Re: Domain users members of local administrator

David Wang [Msft] wrote:
I do not distinguish between enterprise, small business, or
home/family when it comes to this.

At the end of the day, if you keep silent and keep buying the @#%&* ,
then the vendor has no reason/motivation to change.

For example, I have been running as non-admin user for several years
now, and I constantly complain and file bugs against every single
Microsoft product (internal or external) that I install and does not
work as non-admin. Although I often don't get my wish the very first
time, I usually get it the second time - so many of the productivity
programs I use will run perfectly fine as non-admin user. Of course,
this has taken a few years to take effect, and I don't have it for
every MS product, but overall, I am pretty happy with the
improvements to run as non-admin.
Vista is not going to magically solve any of this. Vista just forces
the issue in the vendor's face by making more users run as non-admin
by default. I think it is a gutsy move by Microsoft because when
those legacy applications break on Vista, do you think the users will:
A. complain that the application vendors foisted insecure software on
them in the past
B. complain that Microsoft took steps backwards with Windows Vista
and broke compatibility

Viewed another way -- for years, the customer has failed to push the
vendors to improve quality when it comes to security. Microsoft is
making a gutsy push on the security front and probably will get
complaints from Customers and Vendors... even though the move is the
right one to make... and the customer failed to make the right move
for years. Now, who says that customers are always right? ;-)

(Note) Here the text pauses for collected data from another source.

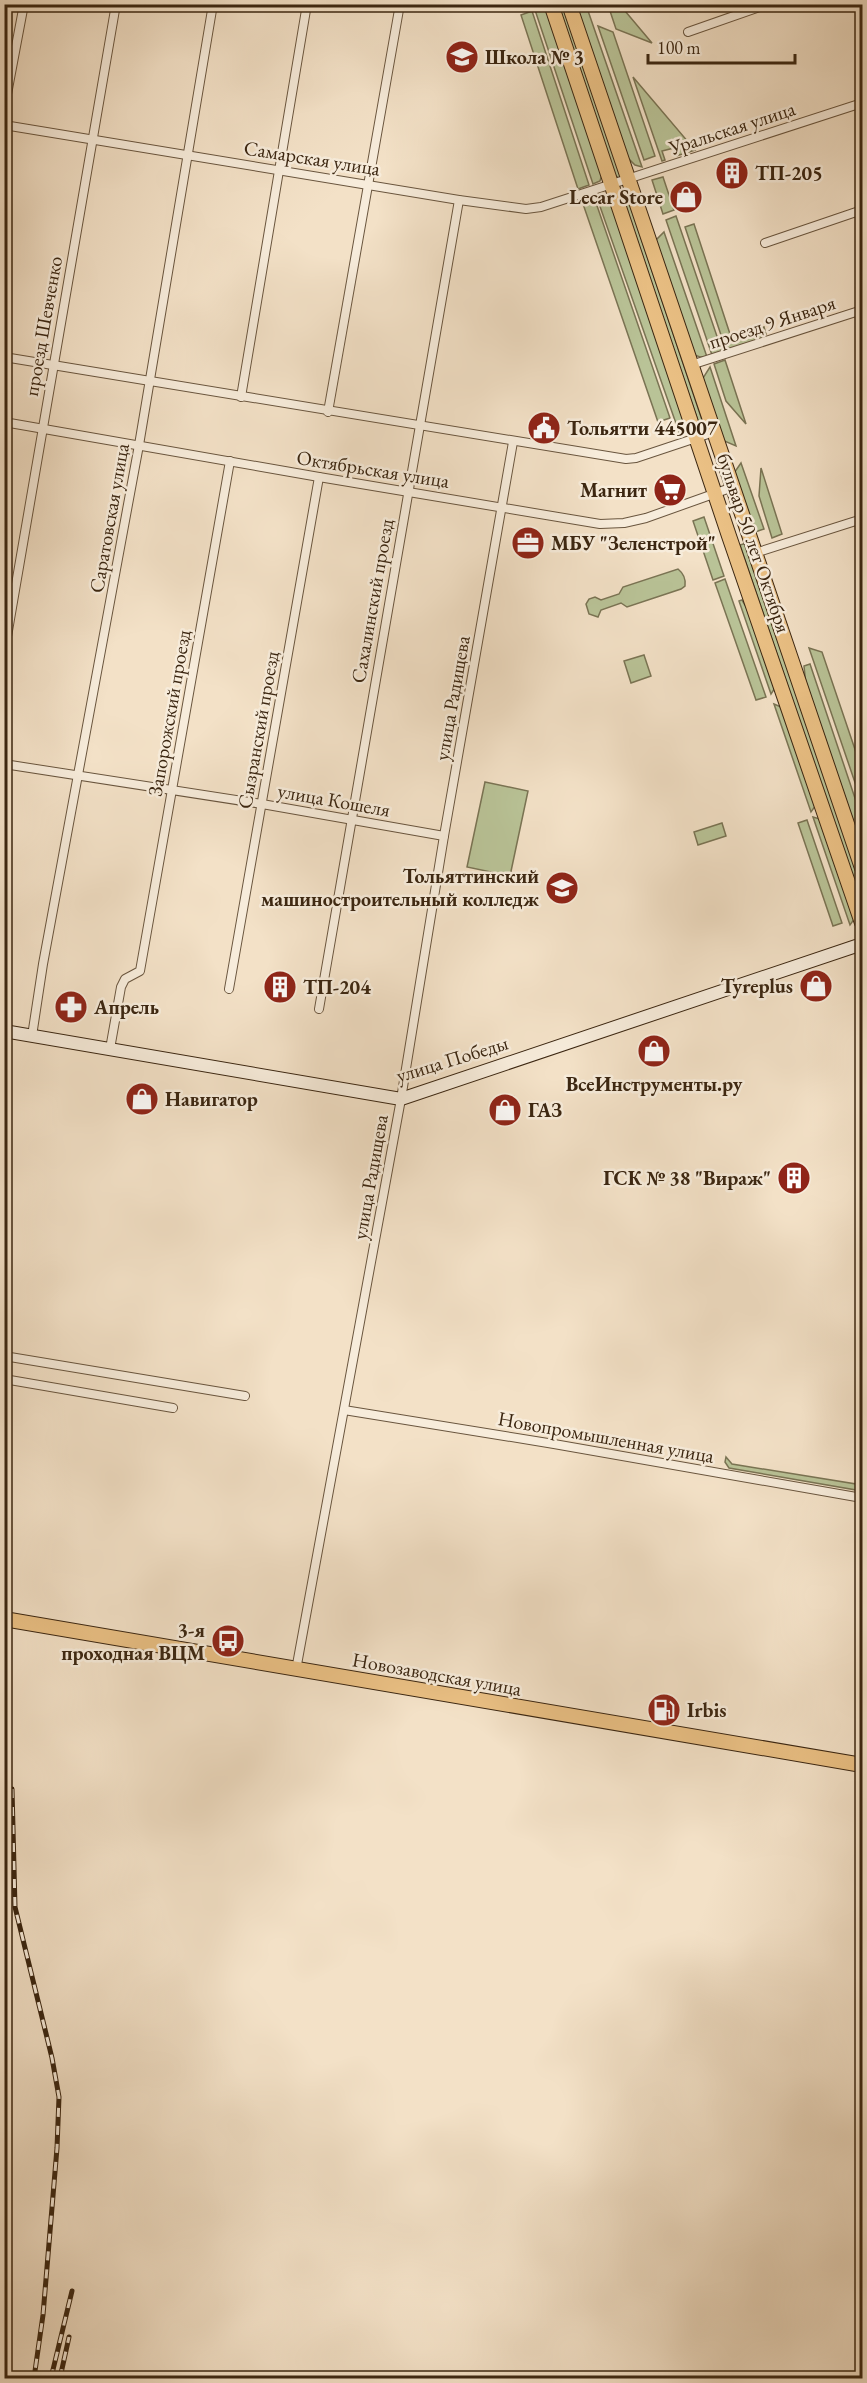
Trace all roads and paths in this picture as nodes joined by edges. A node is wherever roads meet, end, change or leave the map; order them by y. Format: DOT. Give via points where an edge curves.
graph roads {
  1 [pos="24,4"];
  2 [pos="116,4"];
  3 [pos="213,4"];
  4 [pos="307,4"];
  5 [pos="400,4"];
  6 [pos="551,4"];
  7 [pos="568,4"];
  8 [pos="768,4"];
  9 [pos="688,32"];
  10 [pos="862,103"];
  11 [pos="4,110"];
  12 [pos="4,125"];
  13 [pos="94,140"];
  14 [pos="186,154"];
  15 [pos="279,169"];
  16 [pos="628,179"];
  17 [pos="369,184"];
  18 [pos="612,184"];
  19 [pos="459,200"];
  20 [pos="862,210"];
  21 [pos="765,243"];
  22 [pos="862,310"];
  23 [pos="4,357"];
  24 [pos="53,365"];
  25 [pos="691,365"];
  26 [pos="149,381"];
  27 [pos="241,397"];
  28 [pos="328,412"];
  29 [pos="4,422"];
  30 [pos="419,426"];
  31 [pos="42,428"];
  32 [pos="714,432"];
  33 [pos="698,437"];
  34 [pos="513,442"];
  35 [pos="139,445"];
  36 [pos="230,461"];
  37 [pos="319,477"];
  38 [pos="733,487"];
  39 [pos="408,490"];
  40 [pos="715,493"];
  41 [pos="502,508"];
  42 [pos="862,519"];
  43 [pos="755,553"];
  44 [pos="4,654"];
  45 [pos="4,764"];
  46 [pos="79,775"];
  47 [pos="172,791"];
  48 [pos="262,804"];
  49 [pos="352,819"];
  50 [pos="444,836"];
  51 [pos="862,868"];
  52 [pos="862,923"];
  53 [pos="862,944"];
  54 [pos="229,989"];
  55 [pos="319,1009"];
  56 [pos="4,1031"];
  57 [pos="32,1036"];
  58 [pos="110,1049"];
  59 [pos="401,1099"];
  60 [pos="4,1356"];
  61 [pos="4,1379"];
  62 [pos="245,1395"];
  63 [pos="173,1408"];
  64 [pos="344,1410"];
  65 [pos="862,1498"];
  66 [pos="4,1619"];
  67 [pos="296,1670"];
  68 [pos="862,1766"];
  1 -- 11 [label="street"];
  2 -- 13 [label="street, проезд Шевченко"];
  3 -- 14 [label="street, Саратовская улица"];
  4 -- 15 [label="street"];
  5 -- 17 [label="street"];
  6 -- 18 [label="main road, бульвар 50 лет Октября"];
  7 -- 16 [label="main road, бульвар 50 лет Октября"];
  8 -- 9 [label="street"];
  10 -- 16 [label="street, Уральская улица"];
  12 -- 13 [label="street, Самарская улица"];
  13 -- 14 [label="street, Самарская улица"];
  13 -- 24 [label="street, проезд Шевченко"];
  14 -- 15 [label="street, Самарская улица"];
  14 -- 26 [label="street, Саратовская улица"];
  15 -- 17 [label="street, Самарская улица"];
  15 -- 27 [label="street"];
  16 -- 18 [label="street, Уральская улица"];
  16 -- 25 [label="main road, бульвар 50 лет Октября"];
  17 -- 19 [label="street, Самарская улица"];
  17 -- 28 [label="street"];
  18 -- 19 [label="street, Самарская улица" via="541,207"];
  18 -- 33 [label="main road, бульвар 50 лет Октября"];
  19 -- 30 [label="street, Сахалинский проезд"];
  20 -- 21 [label="street"];
  22 -- 25 [label="street, проезд 9 Января"];
  23 -- 24 [label="street"];
  24 -- 26 [label="street"];
  24 -- 31 [label="street, проезд Шевченко"];
  25 -- 32 [label="main road, бульвар 50 лет Октября"];
  26 -- 27 [label="street"];
  26 -- 35 [label="street, Саратовская улица"];
  27 -- 28 [label="street"];
  28 -- 30 [label="street"];
  29 -- 31 [label="street, Октябрьская улица"];
  30 -- 34 [label="street"];
  30 -- 39 [label="street, Сахалинский проезд"];
  31 -- 35 [label="street, Октябрьская улица"];
  31 -- 44 [label="street, проезд Шевченко"];
  32 -- 33 [label="street"];
  32 -- 38 [label="main road, бульвар 50 лет Октября"];
  33 -- 34 [label="street" via="626,459"];
  33 -- 40 [label="main road, бульвар 50 лет Октября"];
  34 -- 41 [label="street, улица Радищева"];
  35 -- 36 [label="street, Октябрьская улица"];
  35 -- 46 [label="street, Саратовская улица"];
  36 -- 37 [label="street, Октябрьская улица"];
  36 -- 47 [label="street, Запорожский проезд"];
  37 -- 39 [label="street, Октябрьская улица"];
  37 -- 48 [label="street, Сызранский проезд"];
  38 -- 40 [label="street, Октябрьская улица"];
  38 -- 43 [label="main road, бульвар 50 лет Октября"];
  39 -- 41 [label="street, Октябрьская улица"];
  39 -- 49 [label="street, Сахалинский проезд"];
  40 -- 41 [label="street, Октябрьская улица" via="624,523 600,524"];
  40 -- 52 [label="main road, бульвар 50 лет Октября"];
  41 -- 50 [label="street, улица Радищева"];
  42 -- 43 [label="street"];
  43 -- 51 [label="main road, бульвар 50 лет Октября"];
  45 -- 46 [label="street, улица Кошеля"];
  46 -- 47 [label="street, улица Кошеля"];
  46 -- 57 [label="street, Саратовская улица"];
  47 -- 48 [label="street, улица Кошеля"];
  47 -- 58 [label="street, Запорожский проезд" via="140,971 125,979 121,987"];
  48 -- 49 [label="street, улица Кошеля"];
  48 -- 54 [label="street, Сызранский проезд"];
  49 -- 50 [label="street, улица Кошеля"];
  49 -- 55 [label="street, Сахалинский проезд"];
  50 -- 59 [label="street, улица Радищева"];
  53 -- 59 [label="main road, улица Победы"];
  56 -- 57 [label="main road, улица Победы"];
  57 -- 58 [label="main road, улица Победы"];
  58 -- 59 [label="main road, улица Победы"];
  59 -- 64 [label="street, улица Радищева"];
  60 -- 62 [label="street"];
  61 -- 63 [label="street"];
  64 -- 65 [label="street, Новопромышленная улица"];
  64 -- 67 [label="street, улица Радищева"];
  66 -- 67 [label="main road, Новозаводская улица"];
  67 -- 68 [label="main road, Новозаводская улица"];
}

Thank you to you and Roger for your insightful analysis. I agree that it is
not a good idea to run with administrator privileges. Where we disagree
somewhat is the root of the problem. I do not blame the end users. I think
most of the blame lies with Microsoft. Microsoft is very late to the
security game. I have many books on programming for and with Microsoft
products. It is only very recently that taking into consideration in any way
that the programmer doesn't have administrator privileges has been pushed. A
whole generation of programmers have learned to program with this model. For
Microsoft to now say the end users should push the vendors to change their
ways is ostrich like behaviour. Microsoft is a major cause of the problem
and Microsoft should be a major part of the solution. I know Microsoft is
making a huge effort to make sure their own programs follow the current
security paradigm. I don't see a great push by Microsoft to educate either
end users or programmers.

The reason I am looking forward to Vista is because it will make end users
more aware and thus put pressure on software vendors. I agree with you
there. I think Microsoft has to be very careful however that your B scenario
doesn't take place. If Microsoft doesn't work with the vendors and
programmers there will be a huge backlash that may cause many end users to
be wary of upgrading. I mostly deal with small business customers. They are
very leery of changing something that is working. They have neither the time
nor the inclination to learn something new just because it is there. Many
small business' are still running DOS based line of business applications
because it works. I realise that this is seemingly incompatible with
security but it is the reality. Microsoft will have to actively sell the
security paradigm and prove to the customers that it will benefit them. If
you leave it to the customers alone to pressure stubborn vendors then Vista
may fail to gain significant market share in this market. As for your last
question. No the customer is not always right but the customer is the one
who pays the bills so you sometimes have to do things their way even if it
is not right. Your only recourse is to educate them and show them why they
are wrong while not offending them.

As to the average user being able to run as a non admin user I stand by what
I said. With Windows XP most home and small business users simply won't be
able to figure out how to make it work. There are too many roadblocks in the
way and the vast majority will simply take the easy way. Even Microsoft
implicitly recognises this or it would not be the default to run with
administrator privileges. In a structured IT environment it can be done and
all with my customers using Active Directory it is done and works well. For
the rest of the world it doesn't work.